__Your goal__
Each line below that holds the string "Forest" counts once; report the total and nothing else.

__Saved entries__
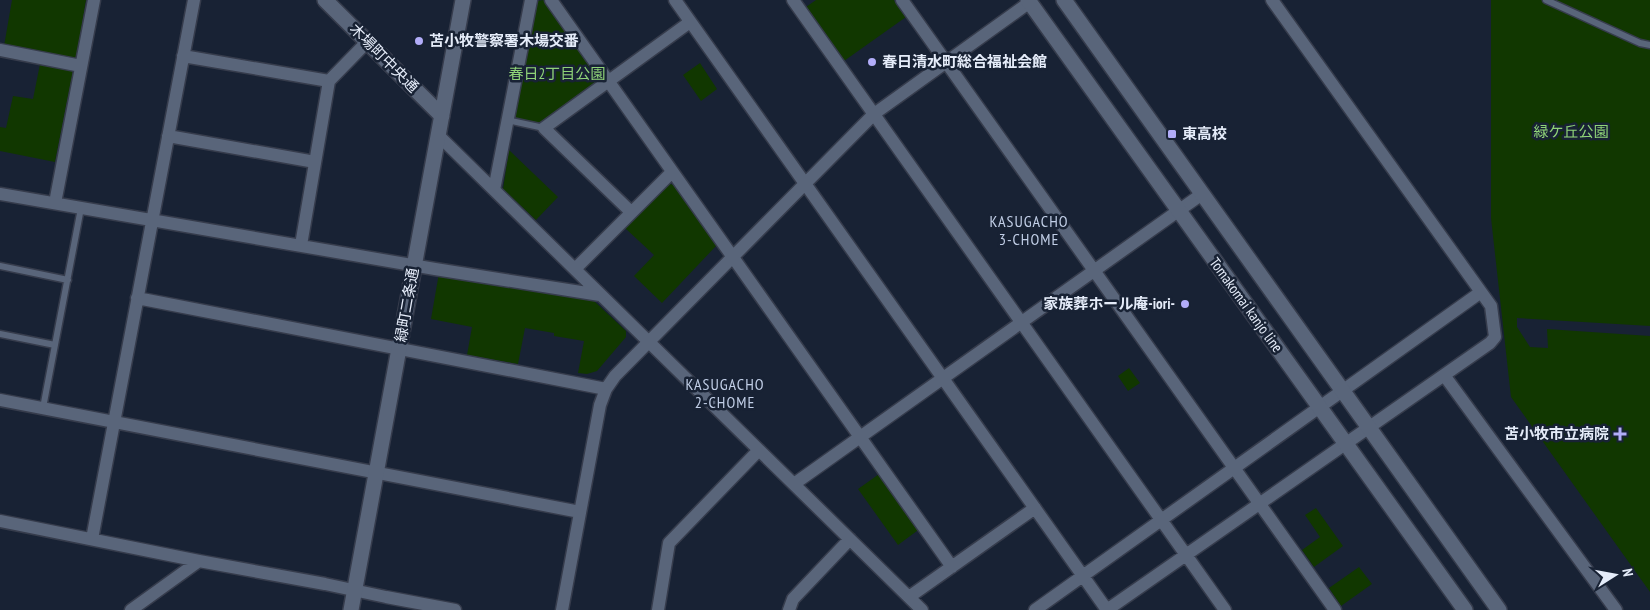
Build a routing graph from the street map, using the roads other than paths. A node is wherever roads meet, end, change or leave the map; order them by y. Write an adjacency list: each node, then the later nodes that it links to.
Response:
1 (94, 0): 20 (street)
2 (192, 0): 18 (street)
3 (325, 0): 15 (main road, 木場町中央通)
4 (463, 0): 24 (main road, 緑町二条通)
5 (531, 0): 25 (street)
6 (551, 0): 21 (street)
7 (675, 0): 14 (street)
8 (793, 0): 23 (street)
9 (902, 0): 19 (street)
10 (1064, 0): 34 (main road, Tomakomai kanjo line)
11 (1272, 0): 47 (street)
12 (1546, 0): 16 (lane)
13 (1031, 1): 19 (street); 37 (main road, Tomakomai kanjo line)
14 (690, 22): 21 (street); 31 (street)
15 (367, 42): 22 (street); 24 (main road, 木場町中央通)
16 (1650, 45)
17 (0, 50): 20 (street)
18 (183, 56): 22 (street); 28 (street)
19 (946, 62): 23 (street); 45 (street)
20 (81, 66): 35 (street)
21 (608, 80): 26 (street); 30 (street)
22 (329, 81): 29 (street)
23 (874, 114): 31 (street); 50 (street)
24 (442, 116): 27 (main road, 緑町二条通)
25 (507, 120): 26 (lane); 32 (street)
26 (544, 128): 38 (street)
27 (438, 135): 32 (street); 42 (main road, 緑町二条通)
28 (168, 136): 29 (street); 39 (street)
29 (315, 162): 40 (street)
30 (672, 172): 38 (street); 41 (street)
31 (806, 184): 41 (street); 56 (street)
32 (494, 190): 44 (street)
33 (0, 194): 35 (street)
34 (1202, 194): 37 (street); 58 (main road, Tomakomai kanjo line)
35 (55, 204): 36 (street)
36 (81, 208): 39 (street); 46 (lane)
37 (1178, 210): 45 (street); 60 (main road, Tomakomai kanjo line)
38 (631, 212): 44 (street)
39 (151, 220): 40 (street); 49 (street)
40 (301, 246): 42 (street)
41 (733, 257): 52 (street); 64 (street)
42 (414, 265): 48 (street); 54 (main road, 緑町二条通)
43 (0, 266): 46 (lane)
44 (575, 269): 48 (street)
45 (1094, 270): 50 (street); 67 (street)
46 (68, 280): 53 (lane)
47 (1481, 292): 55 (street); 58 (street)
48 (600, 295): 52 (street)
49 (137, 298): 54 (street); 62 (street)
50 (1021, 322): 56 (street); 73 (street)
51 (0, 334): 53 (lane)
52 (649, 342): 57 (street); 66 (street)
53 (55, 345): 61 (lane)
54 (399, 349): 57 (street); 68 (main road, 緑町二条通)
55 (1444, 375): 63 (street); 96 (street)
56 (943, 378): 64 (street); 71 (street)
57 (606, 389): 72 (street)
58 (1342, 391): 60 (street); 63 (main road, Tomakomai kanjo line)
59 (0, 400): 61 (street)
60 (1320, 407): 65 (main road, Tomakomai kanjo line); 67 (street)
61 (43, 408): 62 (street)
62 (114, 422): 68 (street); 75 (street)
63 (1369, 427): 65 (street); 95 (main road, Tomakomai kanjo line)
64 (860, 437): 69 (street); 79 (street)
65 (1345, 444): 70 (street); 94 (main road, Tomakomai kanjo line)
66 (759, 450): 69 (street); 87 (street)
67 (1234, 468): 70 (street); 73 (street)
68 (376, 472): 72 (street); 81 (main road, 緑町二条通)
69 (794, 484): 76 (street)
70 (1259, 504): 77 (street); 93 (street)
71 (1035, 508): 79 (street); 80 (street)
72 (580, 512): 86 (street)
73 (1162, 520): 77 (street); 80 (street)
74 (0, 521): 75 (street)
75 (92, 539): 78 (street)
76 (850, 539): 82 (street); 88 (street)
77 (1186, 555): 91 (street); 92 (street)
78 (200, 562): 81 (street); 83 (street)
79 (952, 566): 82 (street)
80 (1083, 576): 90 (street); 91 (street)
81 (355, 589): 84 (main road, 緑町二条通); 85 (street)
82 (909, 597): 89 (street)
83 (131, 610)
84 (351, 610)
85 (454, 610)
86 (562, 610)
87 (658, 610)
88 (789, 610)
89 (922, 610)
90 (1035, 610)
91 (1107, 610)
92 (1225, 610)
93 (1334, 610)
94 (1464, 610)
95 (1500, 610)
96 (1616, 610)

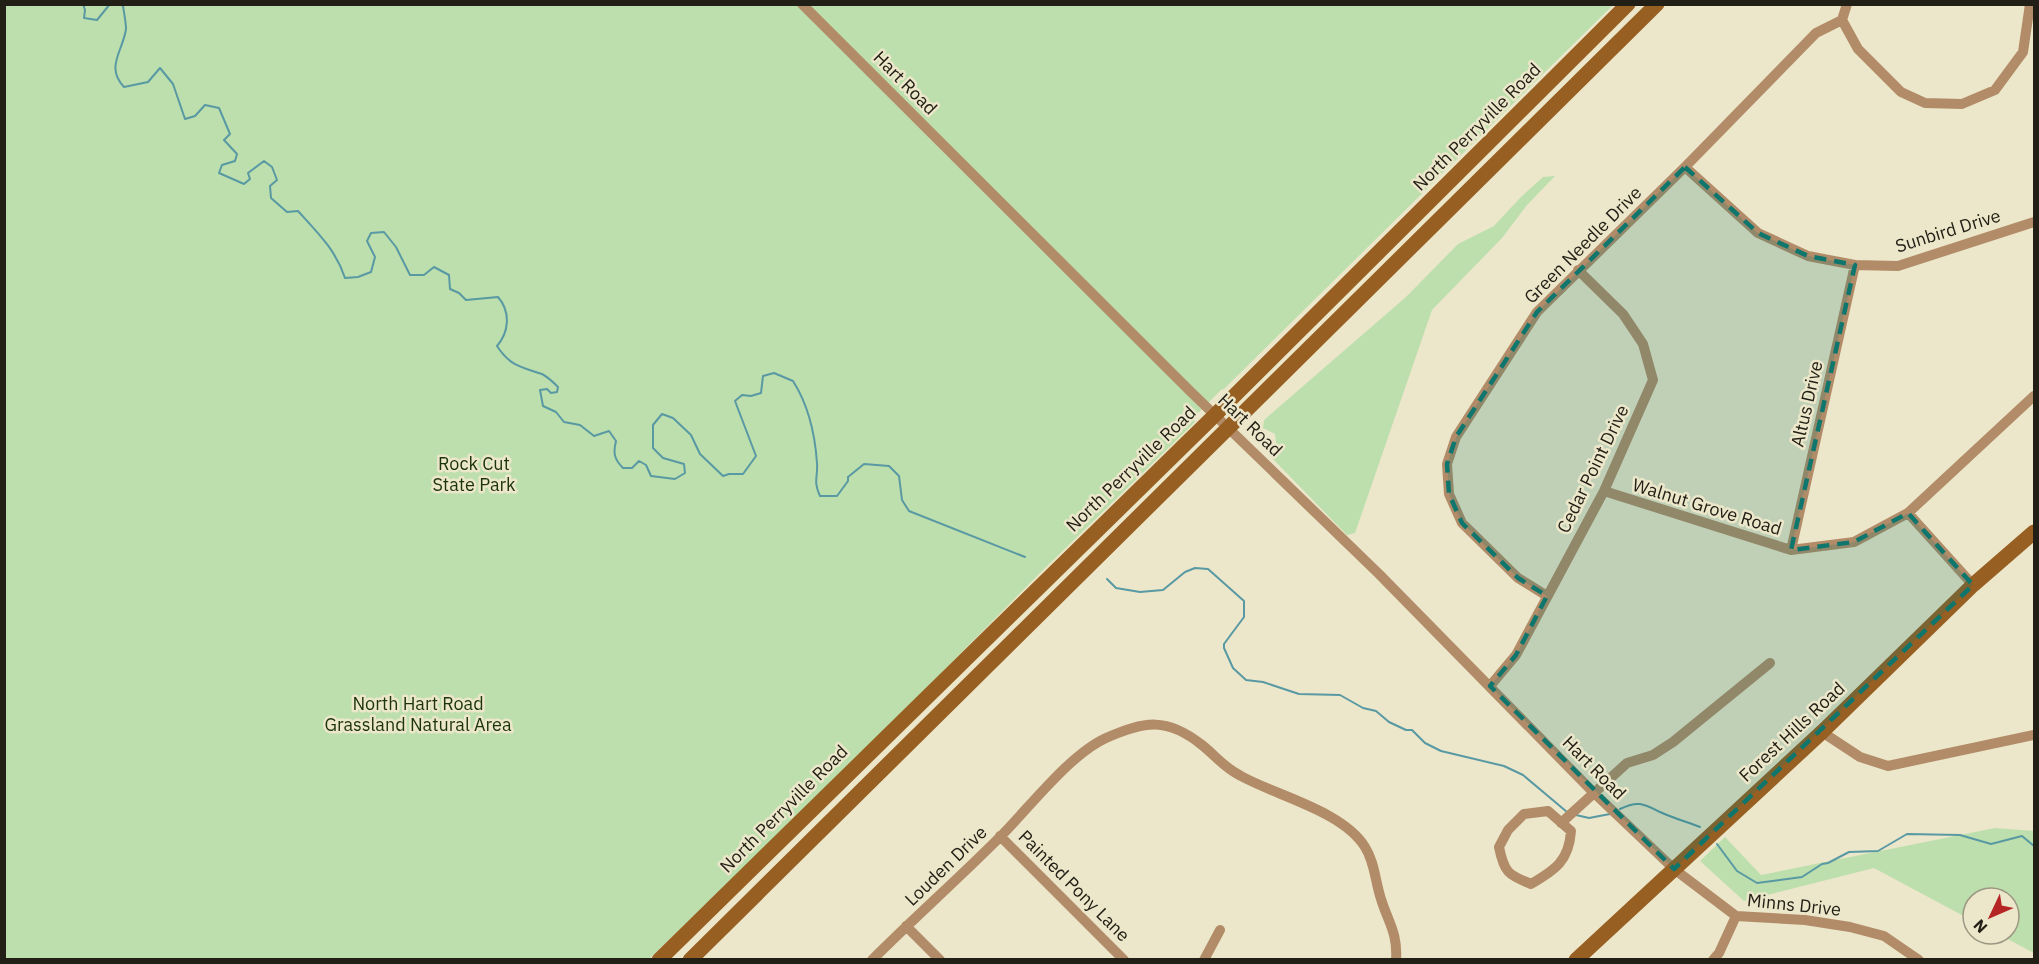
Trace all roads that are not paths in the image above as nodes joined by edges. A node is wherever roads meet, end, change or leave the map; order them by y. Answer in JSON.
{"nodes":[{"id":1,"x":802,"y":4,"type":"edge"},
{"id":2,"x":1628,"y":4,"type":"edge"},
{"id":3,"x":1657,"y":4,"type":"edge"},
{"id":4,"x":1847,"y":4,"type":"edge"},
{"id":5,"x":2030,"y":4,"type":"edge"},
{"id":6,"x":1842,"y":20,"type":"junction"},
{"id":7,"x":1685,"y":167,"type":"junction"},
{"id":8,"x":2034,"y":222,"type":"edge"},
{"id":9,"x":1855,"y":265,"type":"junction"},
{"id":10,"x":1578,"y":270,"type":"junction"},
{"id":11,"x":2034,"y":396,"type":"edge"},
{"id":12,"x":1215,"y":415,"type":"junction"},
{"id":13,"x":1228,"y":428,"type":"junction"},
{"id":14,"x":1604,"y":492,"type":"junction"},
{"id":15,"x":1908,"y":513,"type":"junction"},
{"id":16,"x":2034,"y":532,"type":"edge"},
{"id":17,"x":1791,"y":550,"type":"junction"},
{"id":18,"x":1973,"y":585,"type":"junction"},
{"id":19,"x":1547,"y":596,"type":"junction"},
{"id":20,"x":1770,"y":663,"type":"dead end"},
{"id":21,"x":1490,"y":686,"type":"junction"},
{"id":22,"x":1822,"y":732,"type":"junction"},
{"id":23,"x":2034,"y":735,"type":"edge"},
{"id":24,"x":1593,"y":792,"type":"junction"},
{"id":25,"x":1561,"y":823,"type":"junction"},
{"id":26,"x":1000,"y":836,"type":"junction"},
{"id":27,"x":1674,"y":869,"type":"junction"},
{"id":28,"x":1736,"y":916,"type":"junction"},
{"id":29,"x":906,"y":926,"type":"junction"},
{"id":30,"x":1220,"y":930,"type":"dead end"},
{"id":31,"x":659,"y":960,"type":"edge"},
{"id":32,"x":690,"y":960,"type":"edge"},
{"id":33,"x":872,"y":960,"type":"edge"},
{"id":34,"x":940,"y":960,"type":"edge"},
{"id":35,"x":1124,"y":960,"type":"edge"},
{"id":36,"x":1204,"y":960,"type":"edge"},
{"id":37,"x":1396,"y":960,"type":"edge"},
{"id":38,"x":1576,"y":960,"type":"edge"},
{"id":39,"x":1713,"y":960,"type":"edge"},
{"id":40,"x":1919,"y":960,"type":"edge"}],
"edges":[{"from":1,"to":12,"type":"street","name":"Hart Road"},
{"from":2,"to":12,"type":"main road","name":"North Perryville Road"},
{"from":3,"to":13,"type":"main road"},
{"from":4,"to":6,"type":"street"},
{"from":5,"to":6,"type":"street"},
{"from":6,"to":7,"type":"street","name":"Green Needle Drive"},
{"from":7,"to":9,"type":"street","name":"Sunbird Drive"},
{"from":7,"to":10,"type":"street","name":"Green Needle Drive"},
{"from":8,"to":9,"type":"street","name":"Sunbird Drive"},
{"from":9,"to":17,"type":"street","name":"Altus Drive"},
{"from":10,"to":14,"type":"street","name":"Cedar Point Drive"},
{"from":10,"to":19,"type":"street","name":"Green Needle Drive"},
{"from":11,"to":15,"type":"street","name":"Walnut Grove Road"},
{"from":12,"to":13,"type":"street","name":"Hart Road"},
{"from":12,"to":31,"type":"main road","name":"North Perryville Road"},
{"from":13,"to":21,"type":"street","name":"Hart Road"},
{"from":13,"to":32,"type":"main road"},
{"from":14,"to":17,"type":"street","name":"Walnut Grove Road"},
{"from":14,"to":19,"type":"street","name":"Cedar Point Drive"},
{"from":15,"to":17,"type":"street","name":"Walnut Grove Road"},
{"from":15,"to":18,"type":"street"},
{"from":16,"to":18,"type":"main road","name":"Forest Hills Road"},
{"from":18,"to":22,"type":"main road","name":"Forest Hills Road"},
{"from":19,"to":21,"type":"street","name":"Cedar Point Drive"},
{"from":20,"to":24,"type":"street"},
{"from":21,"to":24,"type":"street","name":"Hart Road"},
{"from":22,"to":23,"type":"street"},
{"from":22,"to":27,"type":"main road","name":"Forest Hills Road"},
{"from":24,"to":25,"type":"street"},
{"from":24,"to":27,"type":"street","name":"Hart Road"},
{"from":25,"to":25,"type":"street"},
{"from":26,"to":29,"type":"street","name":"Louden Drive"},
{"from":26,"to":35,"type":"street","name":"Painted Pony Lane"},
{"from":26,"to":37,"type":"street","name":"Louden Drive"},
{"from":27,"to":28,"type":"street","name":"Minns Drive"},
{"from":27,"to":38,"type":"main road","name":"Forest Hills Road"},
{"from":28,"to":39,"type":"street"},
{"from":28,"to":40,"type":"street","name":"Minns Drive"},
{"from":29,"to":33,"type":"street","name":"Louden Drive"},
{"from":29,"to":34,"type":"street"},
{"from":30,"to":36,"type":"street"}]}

__Exercise solution__
4